Speed: Songs from and Inspired by the Motion Picture is the soundtrack to the 1994 action film Speed directed by Jan de Bont, starring Keanu Reeves and Sandra Bullock. It was distributed by 20th Century Fox Records on June 28, 1994, featuring selections of songs from and inspired by the film. It was commercially successful in Japan, selling 100,000 copies and was certified Gold by the Recording Industry Association of Japan (RIAJ).

== Background ==
In early 1994, producer Mark Gordon chose record producer Ralph Sall as the music supervisor for the film and its soundtrack. He was tasked to curate a concept album with a compilation of various songs from different eras and genres and featured a diverse range of artists, that would be similar to the film's genre.

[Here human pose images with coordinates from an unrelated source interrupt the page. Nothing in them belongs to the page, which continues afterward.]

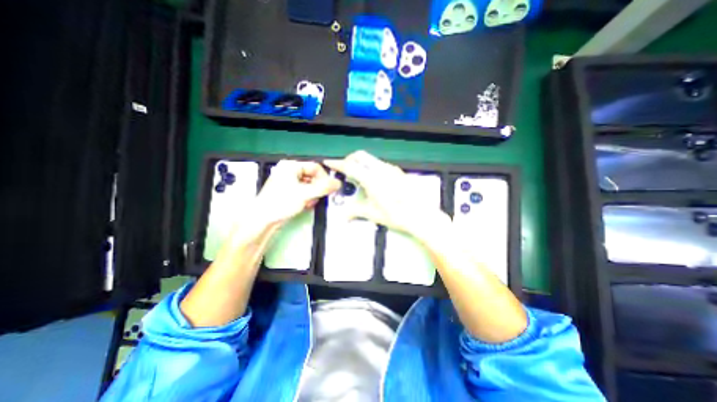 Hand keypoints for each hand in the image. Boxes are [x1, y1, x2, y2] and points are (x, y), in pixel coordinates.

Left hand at [254, 160, 339, 226]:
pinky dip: (307, 198)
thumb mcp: (305, 194)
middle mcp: (289, 171)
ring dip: (313, 194)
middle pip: (313, 176)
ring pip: (309, 185)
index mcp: (291, 166)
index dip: (324, 177)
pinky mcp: (288, 192)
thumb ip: (323, 188)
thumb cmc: (281, 203)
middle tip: (318, 197)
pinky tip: (305, 205)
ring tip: (309, 203)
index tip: (329, 189)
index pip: (315, 167)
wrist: (262, 220)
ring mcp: (288, 182)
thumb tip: (338, 183)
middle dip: (317, 188)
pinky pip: (304, 191)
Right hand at [324, 151, 445, 237]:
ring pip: (371, 159)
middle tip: (345, 171)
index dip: (337, 164)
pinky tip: (374, 181)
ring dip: (361, 163)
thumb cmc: (395, 215)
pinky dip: (371, 167)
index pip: (350, 167)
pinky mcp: (398, 172)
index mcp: (372, 178)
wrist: (420, 215)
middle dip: (350, 159)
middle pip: (361, 156)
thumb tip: (344, 216)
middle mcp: (381, 169)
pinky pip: (380, 164)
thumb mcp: (373, 214)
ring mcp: (391, 169)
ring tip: (358, 178)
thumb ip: (356, 211)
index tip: (329, 162)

Thus, the resulting soundtrack consisted of songs mostly about speed, cars and travelling.

Michael Kamen was initially considered to do the score of the movie, however De Bont chose Mark Mancina, who at the time worked in some Hans Zimmer scores like Days of Thunder, Where Sleeping Dogs Lie and True Romance.

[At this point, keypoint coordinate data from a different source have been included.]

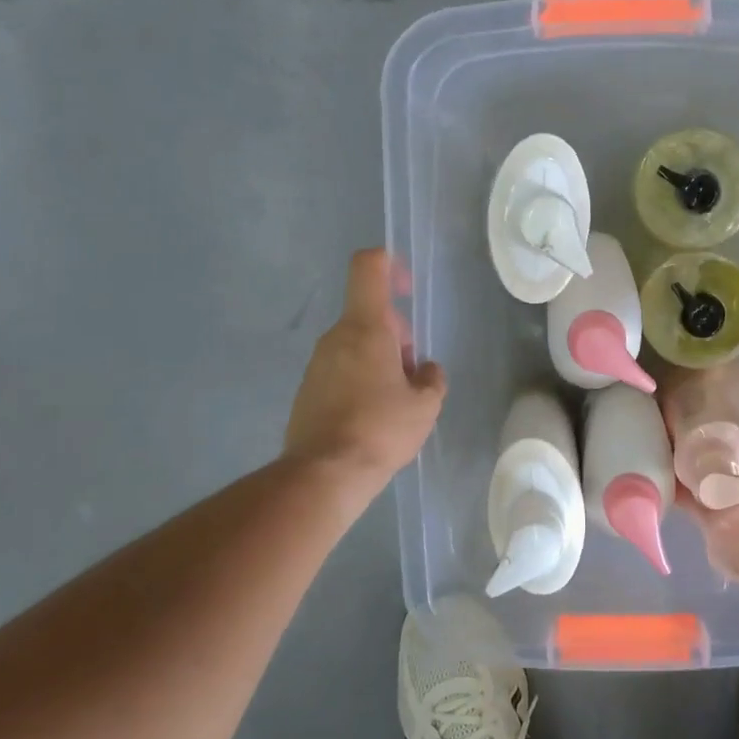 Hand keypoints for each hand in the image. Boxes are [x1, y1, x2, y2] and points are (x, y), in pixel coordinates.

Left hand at [284, 249, 446, 496]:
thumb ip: (431, 379)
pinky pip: (340, 371)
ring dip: (379, 361)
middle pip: (369, 316)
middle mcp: (336, 338)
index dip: (389, 263)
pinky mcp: (307, 391)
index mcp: (365, 328)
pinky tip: (372, 418)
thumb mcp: (425, 405)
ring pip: (355, 345)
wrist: (323, 475)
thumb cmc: (380, 430)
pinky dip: (360, 381)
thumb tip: (424, 371)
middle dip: (396, 336)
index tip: (407, 287)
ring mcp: (317, 364)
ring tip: (395, 403)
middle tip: (412, 374)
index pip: (368, 268)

"Speed" is the main title song composed and recorded specifically for the film by singer-songwriter Billy Idol, which was a chart-topping success upon release.

== Reception ==
Leslie Mathew of AllMusic summarized that: "Speed was one of most entertaining movies of the '90s, and the soundtrack is a very worthy companion piece." Ty Burr of Entertainment Weekly criticized it as "a cynical album that feels like it was packaged by out-of-touch Hollywood ponytails" and assigned a D+ rating.

== Track listing ==

Speed (Songs from and Inspired by the Motion Picture) track listing
| No. | Title | Artist(s) | Length |
|---|---|---|---|
| 1. | "Speed" | Billy Idol, Steve Stevens | 4:22 |
| 2. | "A Million Miles Away" | The Plimsouls | 3:41 |
| 3. | "Soul Deep" | Gin Blossoms | 3:06 |
| 4. | "Let's Go for a Ride" | Cracker | 3:07 |
| 5. | "Go Outside and Drive" | Blues Traveler | 4:51 |
| 6. | "Crash" | Ric Ocasek | 5:05 |
| 7. | "Rescue Me" | Pat Benatar | 3:01 |
| 8. | "Hard Road" | Rod Stewart | 4:28 |
| 9. | "Cot" | Carnival Strippers | 5:23 |
| 10. | "Cars ('93 Sprint Remix)" | Gary Numan | 4:02 |
| 11. | "Like a Motorway" | Saint Etienne | 5:43 |
| 12. | "Mr. Speed" | Kiss | 3:17 |
| Total length: |  |  | 50:04 |

== Chart performance ==

Chart performance for Speed (Songs from and Inspired by the Motion Picture)
| Chart (1994) | Peak position |
|---|---|
| Australian Albums (ARIA) | 41 |
| Japanese Albums (Oricon) | 1 |
| UK Albums (Official Charts) | 65 |
| UK Compilation Albums (Official Charts) | 45 |
| US Billboard 200 | 32 |

== Certifications ==

Certifications for Speed (Songs from and Inspired by the Motion Picture)
| Region | Certification | Certified units/sales |
| Japan (RIAJ) | Gold | 100,000^{^} |
^{^} Shipments figures based on certification alone.